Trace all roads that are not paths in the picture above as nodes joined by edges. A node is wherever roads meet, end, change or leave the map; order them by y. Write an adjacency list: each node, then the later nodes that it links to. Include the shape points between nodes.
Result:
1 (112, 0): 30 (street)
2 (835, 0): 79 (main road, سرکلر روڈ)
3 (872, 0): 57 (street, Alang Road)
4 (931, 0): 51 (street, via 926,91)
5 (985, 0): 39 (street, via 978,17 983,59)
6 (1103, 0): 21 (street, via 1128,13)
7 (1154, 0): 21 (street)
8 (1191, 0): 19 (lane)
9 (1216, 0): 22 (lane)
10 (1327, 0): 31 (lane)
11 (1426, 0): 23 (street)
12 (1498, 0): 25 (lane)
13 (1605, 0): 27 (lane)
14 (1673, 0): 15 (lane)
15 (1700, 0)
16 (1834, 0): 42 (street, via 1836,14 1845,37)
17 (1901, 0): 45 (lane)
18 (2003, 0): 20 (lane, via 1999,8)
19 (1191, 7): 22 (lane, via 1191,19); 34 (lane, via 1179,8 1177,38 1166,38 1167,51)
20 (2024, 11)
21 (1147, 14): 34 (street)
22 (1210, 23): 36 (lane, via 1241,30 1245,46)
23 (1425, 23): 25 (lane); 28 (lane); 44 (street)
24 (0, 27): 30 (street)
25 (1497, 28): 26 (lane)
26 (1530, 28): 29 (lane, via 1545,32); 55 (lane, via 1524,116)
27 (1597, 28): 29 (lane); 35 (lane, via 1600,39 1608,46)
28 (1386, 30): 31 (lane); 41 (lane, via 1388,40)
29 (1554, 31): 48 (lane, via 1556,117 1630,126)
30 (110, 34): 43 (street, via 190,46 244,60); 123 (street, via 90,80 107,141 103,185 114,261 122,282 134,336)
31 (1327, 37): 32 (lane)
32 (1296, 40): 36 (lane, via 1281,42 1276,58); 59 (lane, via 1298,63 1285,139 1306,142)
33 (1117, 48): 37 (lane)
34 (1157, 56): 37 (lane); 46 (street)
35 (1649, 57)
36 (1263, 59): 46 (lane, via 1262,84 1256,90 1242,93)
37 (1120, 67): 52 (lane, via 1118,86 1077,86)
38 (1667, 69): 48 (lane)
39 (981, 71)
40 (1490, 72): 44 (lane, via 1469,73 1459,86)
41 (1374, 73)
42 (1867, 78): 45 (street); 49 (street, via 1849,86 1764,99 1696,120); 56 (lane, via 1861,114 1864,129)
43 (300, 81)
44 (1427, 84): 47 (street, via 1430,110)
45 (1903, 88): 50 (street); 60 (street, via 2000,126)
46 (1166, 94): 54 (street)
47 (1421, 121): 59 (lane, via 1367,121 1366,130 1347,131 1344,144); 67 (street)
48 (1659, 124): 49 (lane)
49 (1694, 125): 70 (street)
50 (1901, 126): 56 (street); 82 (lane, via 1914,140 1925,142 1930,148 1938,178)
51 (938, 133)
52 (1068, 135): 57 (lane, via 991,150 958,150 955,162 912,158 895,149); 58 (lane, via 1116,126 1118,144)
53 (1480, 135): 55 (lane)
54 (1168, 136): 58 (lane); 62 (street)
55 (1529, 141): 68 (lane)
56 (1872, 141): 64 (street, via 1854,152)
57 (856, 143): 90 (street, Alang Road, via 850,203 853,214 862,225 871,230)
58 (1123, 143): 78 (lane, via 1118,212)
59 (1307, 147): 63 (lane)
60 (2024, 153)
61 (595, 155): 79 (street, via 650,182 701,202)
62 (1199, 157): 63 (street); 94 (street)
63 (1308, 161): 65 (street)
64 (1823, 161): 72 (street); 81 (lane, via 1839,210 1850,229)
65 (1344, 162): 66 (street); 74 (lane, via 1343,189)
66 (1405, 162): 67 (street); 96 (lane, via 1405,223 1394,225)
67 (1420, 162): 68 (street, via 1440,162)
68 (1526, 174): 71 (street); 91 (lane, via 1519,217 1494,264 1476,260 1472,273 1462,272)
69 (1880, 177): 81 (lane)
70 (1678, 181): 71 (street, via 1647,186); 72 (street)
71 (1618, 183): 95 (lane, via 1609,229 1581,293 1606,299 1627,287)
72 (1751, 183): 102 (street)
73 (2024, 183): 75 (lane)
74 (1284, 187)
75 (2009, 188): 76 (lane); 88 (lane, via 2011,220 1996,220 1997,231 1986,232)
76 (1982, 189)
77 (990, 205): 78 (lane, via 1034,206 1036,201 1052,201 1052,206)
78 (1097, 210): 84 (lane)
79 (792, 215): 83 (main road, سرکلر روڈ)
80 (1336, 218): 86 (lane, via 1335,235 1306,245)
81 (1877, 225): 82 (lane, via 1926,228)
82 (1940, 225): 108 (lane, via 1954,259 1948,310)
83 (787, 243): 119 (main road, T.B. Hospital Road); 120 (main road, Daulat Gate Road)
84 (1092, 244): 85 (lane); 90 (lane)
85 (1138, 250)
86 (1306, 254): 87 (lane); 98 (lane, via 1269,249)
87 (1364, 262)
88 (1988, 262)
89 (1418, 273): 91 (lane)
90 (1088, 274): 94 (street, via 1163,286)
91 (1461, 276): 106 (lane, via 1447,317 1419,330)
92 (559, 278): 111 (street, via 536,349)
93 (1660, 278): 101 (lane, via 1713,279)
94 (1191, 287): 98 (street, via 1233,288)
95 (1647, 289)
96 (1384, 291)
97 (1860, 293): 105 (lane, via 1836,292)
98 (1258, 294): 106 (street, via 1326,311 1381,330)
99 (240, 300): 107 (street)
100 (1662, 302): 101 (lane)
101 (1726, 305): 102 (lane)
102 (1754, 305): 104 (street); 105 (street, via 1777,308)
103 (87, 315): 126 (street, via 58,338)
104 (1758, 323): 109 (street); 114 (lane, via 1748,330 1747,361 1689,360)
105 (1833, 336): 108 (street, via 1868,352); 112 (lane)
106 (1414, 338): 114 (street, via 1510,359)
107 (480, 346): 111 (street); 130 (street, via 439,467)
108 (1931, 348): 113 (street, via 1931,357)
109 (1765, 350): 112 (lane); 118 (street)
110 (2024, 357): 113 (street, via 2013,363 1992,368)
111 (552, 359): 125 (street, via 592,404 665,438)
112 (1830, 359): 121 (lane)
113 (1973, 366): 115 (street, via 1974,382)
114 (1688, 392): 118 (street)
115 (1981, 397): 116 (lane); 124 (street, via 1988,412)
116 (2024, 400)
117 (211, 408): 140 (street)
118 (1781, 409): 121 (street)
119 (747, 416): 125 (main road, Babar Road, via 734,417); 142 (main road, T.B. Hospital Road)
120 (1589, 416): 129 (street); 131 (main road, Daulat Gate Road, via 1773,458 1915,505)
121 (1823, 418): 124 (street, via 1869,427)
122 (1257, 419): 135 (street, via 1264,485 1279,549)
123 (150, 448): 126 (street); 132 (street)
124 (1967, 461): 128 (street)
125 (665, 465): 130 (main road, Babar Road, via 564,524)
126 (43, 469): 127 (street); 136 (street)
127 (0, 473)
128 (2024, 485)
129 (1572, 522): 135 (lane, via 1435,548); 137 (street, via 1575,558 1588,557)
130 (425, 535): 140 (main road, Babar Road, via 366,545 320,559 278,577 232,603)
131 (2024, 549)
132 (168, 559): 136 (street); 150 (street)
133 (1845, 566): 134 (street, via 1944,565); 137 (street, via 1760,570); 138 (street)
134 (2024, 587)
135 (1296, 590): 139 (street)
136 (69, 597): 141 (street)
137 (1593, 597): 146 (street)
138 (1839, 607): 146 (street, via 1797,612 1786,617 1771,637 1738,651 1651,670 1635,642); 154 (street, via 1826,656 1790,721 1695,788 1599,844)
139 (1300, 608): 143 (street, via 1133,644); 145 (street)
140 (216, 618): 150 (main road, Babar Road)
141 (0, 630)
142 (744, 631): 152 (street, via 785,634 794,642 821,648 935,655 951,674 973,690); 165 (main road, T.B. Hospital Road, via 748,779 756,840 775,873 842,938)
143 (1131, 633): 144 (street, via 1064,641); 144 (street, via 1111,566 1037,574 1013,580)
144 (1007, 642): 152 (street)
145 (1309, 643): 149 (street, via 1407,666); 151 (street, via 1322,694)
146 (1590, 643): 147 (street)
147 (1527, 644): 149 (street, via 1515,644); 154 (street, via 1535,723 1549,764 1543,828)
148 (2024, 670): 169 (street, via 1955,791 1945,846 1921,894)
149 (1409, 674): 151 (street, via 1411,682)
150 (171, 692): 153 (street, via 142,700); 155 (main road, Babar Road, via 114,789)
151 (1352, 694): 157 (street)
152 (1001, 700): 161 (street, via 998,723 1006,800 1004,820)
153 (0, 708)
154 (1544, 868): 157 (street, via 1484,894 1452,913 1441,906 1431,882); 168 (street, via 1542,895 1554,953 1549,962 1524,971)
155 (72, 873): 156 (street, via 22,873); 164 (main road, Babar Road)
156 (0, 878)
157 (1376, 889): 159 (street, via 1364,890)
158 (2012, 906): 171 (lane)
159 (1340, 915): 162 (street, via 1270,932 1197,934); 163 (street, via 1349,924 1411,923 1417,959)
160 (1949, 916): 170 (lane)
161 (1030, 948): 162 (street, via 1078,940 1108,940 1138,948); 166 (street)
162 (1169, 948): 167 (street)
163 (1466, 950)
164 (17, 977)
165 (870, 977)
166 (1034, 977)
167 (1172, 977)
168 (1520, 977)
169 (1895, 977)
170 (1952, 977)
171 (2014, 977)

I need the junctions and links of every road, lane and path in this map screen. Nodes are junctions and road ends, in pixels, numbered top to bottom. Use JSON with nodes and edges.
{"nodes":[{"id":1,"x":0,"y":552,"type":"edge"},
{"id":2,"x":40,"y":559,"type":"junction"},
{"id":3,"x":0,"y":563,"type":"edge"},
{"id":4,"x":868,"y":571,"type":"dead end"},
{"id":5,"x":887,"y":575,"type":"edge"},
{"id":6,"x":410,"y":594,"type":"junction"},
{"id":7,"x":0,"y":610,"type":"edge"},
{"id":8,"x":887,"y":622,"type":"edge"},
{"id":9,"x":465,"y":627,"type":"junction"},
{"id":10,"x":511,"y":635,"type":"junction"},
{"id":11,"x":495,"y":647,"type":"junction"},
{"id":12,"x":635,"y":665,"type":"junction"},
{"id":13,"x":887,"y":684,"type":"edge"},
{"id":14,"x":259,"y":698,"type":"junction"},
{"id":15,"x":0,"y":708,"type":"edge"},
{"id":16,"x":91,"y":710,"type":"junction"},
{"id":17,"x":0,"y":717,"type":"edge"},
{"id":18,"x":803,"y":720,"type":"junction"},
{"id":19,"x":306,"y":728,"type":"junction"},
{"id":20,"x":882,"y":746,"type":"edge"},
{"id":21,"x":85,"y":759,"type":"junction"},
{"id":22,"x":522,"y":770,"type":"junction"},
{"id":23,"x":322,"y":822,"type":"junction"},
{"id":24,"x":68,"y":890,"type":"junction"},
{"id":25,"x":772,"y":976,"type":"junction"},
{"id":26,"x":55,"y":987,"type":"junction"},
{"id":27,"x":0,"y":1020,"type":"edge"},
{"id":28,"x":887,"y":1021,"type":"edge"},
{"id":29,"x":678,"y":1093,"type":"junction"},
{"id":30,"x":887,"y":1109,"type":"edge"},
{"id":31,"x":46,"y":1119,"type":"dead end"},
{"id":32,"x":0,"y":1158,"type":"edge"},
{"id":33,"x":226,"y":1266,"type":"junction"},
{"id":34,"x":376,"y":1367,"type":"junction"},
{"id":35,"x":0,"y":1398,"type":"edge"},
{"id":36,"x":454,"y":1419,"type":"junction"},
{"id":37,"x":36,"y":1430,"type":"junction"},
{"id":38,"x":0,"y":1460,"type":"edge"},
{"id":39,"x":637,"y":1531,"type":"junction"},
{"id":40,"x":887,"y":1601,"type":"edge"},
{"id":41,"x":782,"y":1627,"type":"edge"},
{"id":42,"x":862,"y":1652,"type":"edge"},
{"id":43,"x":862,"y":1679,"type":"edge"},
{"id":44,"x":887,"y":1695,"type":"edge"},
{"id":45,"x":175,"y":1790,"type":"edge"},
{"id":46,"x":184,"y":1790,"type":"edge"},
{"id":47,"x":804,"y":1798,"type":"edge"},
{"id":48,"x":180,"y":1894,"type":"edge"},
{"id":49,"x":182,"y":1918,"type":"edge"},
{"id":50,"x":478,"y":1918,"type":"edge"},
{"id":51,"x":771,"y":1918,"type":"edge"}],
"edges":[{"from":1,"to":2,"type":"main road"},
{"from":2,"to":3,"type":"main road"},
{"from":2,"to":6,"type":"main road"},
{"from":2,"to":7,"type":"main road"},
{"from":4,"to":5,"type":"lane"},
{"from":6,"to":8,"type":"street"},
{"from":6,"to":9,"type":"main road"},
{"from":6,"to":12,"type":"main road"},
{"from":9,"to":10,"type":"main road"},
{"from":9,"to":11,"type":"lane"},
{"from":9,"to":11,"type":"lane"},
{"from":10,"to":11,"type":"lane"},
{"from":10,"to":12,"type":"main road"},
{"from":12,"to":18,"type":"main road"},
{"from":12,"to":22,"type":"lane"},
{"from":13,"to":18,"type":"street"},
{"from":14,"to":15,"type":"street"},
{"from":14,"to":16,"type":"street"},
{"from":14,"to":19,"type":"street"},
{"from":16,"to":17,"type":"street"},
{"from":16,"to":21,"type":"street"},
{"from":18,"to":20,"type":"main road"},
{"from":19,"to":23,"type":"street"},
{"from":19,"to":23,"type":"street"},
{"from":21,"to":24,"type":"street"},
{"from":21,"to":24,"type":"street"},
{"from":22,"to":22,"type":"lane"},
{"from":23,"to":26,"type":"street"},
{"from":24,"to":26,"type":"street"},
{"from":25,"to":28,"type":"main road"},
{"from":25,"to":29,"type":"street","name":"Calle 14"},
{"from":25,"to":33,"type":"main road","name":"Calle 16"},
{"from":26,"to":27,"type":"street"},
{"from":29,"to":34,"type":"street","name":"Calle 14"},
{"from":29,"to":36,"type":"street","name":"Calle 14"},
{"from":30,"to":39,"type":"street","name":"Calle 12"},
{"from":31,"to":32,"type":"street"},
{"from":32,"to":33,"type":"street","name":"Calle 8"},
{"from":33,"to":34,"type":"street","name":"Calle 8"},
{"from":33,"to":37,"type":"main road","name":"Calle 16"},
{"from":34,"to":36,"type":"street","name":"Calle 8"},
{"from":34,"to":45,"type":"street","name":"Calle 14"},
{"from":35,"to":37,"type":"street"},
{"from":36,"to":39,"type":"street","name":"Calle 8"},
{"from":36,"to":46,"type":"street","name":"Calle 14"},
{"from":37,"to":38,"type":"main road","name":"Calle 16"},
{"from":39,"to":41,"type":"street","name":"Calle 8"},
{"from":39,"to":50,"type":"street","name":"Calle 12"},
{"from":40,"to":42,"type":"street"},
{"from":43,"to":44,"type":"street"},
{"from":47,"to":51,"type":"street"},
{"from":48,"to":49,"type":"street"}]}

== == ==

Where a line contains the word "edges", copy that line from the listing above.

Trace all roads that are not paths in the picture above as nodes joined by edges. A node is wherever roads meet, end, change or leave the map; order them by y. Write an adjacency list: each node, then the later nodes that it links to. Include the shape points between nodes.
I need the junctions and links of every road, lane and path in this map screen. Nodes are junctions and road ends, in pixels, numbered top to bottom. Use JSON with nodes and edges.
"edges":[{"from":1,"to":2,"type":"main road"},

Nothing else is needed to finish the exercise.